For many, meditation conjures serene images of a monk on a mountaintop sitting still as a result of mastering their body and mind. But in reality, meditation is not about perfection. It helps us observe our noisy mind so we are more equipped to deal with life’s problems.

Anna Charity, Headspace’s former head of design, helps us crack open the personality of the product to see some of the elements behind it and how they’re used to teach people about meditation.

The mind is a complex place, and it isn’t always an easy place to inhabit (which is why meditation is so valuable). We knew we had to develop a style that translated these ideas in an approachable and relatable way. Animation and illustration became integral to the brand. By using characters and storytelling, we could break down the barriers of a tough subject matter and present it in a light-hearted but sensitive way. Characters are a great vehicle to represent the weirdness inside your head; it feels playful and memorable as result. (http://bkaprt.com/dfe2/03-09)

Characters and animation convey so much personality. Like our minds, these characters are weird. They’re floppy and have goofy expressions and entertaining hairdos—not exactly monkish. Their shapes are curvy and soft, making them almost cozy. The vibrant color palette uses plenty of primary and secondary colors. It could come off as juvenile, but the Headspace design team desaturated the colors to make them feel a little wizened, like a well-loved toy that’s seen too much sun time.

Strangely, these characters still feel sophisticated enough to help us meditate on the heavy issues in our life without making them feel silly, carefully walking the line between disarming our inner skeptic with cartoons while retaining a sophistication that keeps trust intact.

There’s a lot going on here. Color, shape, animation, illustration: it all works together to build a personality that makes this company relatable, inviting, and unique.

Fig 3.8: Headspace worked with talented illustrators and animators, like Bee Grandinetti, to develop characters that not only educate people about the concepts of meditation, they also channel brand personality.

The right amount of personality

Like a pinch of salt, personality enhances the flavor of a user experience. But use too much and your audience will find it overpowering. Finding the right balance is important.

When we strip the user experience down to the bare essentials, like copy alone, we can see clearly when personality enhances or hinders. Slack provides a helpful reference.

Slack’s API lets developers build chatbots, programs that users can interact with through text alone. Recognizing that personality is an important part of the Slack brand and chatbot design in general, Slack created a guide to help developers use it without going overboard (http://bkaprt.com/dfe2/03-10).

A bot with personality can bring warmth to an otherwise cold interaction with a computer program, but personality shouldn’t get in the way of helping the user complete tasks. As Slack points out in their guide, if your bot’s persona is causing you to sacrifice clarity for cleverness, you’re laying it on too thick.

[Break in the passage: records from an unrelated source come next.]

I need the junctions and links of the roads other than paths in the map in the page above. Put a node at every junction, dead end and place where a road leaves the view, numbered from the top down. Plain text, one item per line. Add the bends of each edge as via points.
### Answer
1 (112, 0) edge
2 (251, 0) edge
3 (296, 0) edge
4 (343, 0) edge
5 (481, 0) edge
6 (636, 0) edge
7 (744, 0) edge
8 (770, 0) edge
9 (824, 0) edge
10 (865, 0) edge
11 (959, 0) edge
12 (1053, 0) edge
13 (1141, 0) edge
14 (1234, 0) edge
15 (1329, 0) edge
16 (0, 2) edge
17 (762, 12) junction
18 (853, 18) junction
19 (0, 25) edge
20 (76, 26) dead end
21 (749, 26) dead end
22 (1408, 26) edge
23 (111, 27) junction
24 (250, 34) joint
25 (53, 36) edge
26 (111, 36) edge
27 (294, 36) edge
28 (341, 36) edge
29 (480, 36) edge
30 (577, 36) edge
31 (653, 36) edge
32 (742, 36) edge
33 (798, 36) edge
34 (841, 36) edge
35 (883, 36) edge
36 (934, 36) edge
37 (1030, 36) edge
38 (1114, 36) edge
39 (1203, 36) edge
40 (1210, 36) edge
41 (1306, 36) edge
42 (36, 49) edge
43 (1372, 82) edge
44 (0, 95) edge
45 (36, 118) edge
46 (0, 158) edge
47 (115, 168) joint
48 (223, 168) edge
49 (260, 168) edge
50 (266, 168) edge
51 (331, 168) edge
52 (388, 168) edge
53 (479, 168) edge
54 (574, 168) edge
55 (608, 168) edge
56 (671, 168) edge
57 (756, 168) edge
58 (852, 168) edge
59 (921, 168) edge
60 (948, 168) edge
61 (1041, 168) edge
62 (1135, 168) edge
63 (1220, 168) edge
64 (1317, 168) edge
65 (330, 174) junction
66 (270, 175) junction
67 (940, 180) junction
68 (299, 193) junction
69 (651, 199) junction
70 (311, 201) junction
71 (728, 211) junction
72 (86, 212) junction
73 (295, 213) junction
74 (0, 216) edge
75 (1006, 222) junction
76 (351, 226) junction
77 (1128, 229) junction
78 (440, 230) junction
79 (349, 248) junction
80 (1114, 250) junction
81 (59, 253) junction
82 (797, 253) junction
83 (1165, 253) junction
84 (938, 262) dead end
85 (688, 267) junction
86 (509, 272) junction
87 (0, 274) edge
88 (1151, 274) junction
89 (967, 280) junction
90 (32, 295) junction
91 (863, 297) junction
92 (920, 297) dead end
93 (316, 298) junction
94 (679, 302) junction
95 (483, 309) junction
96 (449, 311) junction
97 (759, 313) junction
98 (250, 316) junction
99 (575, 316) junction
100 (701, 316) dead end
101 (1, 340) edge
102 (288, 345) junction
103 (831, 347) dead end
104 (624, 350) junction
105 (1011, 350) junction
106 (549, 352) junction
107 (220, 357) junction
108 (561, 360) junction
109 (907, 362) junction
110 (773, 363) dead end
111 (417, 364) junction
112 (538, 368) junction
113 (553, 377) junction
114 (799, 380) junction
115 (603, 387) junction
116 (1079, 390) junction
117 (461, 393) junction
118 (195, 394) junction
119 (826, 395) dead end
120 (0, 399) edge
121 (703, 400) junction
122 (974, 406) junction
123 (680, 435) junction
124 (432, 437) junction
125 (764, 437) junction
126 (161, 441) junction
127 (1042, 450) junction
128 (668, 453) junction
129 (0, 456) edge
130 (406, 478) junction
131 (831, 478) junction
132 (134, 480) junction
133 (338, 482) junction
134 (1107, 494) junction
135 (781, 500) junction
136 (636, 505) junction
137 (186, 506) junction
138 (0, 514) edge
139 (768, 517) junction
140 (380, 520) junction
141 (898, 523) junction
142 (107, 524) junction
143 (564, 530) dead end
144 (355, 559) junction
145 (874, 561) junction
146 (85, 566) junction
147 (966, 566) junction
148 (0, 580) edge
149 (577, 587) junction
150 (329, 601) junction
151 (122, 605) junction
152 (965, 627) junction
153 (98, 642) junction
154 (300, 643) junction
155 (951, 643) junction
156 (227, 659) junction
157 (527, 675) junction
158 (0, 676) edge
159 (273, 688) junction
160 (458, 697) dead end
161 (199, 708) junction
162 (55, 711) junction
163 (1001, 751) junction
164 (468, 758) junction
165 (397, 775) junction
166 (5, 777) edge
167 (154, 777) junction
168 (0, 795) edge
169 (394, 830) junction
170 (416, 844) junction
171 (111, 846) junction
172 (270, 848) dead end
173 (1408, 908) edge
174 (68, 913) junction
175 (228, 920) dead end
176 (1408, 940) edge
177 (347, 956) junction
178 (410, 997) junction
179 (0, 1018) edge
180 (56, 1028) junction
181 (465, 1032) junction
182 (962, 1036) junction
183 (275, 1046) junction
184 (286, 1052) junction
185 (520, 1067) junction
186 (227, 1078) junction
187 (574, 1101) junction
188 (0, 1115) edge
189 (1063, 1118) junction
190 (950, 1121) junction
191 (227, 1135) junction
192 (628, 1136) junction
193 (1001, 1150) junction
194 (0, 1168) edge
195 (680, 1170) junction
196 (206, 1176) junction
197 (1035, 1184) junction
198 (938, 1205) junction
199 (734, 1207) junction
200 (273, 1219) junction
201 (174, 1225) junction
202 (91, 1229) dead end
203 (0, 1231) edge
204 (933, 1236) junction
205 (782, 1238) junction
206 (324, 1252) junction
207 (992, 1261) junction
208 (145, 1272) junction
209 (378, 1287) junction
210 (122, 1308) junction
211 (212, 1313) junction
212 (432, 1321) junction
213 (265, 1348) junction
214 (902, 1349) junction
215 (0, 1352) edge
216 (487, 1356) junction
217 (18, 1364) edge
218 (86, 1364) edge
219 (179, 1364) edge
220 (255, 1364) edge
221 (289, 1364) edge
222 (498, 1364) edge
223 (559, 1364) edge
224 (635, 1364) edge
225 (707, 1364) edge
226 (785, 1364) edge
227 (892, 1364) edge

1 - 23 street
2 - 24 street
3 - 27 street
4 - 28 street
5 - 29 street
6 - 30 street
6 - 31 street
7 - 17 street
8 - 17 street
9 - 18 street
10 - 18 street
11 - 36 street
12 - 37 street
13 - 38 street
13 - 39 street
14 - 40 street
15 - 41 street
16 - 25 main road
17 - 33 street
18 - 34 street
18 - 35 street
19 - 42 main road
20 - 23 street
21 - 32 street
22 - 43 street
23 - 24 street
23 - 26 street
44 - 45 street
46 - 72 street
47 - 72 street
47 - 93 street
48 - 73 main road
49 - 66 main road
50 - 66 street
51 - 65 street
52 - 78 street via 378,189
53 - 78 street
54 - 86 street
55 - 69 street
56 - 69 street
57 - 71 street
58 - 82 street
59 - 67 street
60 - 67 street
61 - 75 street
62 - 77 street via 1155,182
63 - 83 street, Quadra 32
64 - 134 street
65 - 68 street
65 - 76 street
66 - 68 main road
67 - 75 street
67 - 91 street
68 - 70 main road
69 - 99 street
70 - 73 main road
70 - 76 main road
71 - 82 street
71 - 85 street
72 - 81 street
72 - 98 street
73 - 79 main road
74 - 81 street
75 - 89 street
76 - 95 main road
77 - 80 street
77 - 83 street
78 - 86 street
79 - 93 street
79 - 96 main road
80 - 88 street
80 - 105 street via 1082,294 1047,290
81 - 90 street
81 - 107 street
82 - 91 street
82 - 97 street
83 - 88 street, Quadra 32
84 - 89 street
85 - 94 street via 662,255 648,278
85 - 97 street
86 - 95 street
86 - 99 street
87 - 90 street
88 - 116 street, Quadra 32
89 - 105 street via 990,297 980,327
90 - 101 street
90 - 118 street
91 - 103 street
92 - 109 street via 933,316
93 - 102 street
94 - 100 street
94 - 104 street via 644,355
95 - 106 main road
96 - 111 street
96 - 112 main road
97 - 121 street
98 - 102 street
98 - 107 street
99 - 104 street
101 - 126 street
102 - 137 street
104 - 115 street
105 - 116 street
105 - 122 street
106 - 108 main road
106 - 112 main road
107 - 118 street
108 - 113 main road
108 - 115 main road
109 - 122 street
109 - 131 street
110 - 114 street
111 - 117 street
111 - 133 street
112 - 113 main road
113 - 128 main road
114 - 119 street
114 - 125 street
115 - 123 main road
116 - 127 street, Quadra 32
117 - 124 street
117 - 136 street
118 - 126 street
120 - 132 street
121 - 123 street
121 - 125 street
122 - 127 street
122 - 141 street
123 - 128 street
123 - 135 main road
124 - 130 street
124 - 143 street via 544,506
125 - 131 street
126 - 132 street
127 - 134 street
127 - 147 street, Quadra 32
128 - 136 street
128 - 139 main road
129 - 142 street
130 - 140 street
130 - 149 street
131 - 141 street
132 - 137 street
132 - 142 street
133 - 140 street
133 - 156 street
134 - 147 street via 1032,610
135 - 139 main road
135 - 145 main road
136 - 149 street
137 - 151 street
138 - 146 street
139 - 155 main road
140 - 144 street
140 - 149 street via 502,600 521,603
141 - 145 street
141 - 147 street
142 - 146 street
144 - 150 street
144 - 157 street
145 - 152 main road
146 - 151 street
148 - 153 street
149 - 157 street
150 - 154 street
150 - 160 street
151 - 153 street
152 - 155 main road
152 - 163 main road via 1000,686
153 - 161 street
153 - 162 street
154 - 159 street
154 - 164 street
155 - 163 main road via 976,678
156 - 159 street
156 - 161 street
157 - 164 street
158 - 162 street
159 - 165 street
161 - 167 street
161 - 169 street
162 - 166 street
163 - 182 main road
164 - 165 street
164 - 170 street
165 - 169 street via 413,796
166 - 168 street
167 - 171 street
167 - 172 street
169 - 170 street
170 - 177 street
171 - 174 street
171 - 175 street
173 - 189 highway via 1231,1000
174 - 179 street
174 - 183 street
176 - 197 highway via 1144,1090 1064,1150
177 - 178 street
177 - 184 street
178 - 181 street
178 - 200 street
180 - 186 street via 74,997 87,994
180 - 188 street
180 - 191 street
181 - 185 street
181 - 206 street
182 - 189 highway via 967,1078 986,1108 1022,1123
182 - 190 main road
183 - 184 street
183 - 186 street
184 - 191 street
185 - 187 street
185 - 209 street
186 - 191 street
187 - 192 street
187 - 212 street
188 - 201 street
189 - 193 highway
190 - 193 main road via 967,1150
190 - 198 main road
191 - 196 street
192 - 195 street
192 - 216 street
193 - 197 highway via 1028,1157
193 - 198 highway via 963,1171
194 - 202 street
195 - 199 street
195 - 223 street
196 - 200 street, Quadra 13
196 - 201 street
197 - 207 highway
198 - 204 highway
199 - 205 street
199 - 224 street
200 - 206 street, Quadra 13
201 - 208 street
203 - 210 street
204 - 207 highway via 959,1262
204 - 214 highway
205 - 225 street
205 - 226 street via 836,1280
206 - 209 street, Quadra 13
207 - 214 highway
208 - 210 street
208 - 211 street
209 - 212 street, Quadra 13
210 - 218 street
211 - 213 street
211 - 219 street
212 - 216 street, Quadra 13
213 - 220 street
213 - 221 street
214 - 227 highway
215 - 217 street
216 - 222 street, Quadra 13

Don’t construct a personality that means you have to add sentence upon sentence in order to get to a joke ‘in keeping’ with your bot’s sense of humor. No one cares. Get to the point. (http://bkaprt.com/dfe2/03-10)

When personality gets in the way of functionality, we’re doing it wrong (Fig 3.9). As we learned in Chapter 1, our users need functional, reliable, and usable experiences. The pleasure that a persona brings to the user experience should never compromise those foundational ideas.

Fig 3.9: This example from Slack illustrates the right and wrong way to construct a chat bot and shows us how to convey personality while preserving clarity.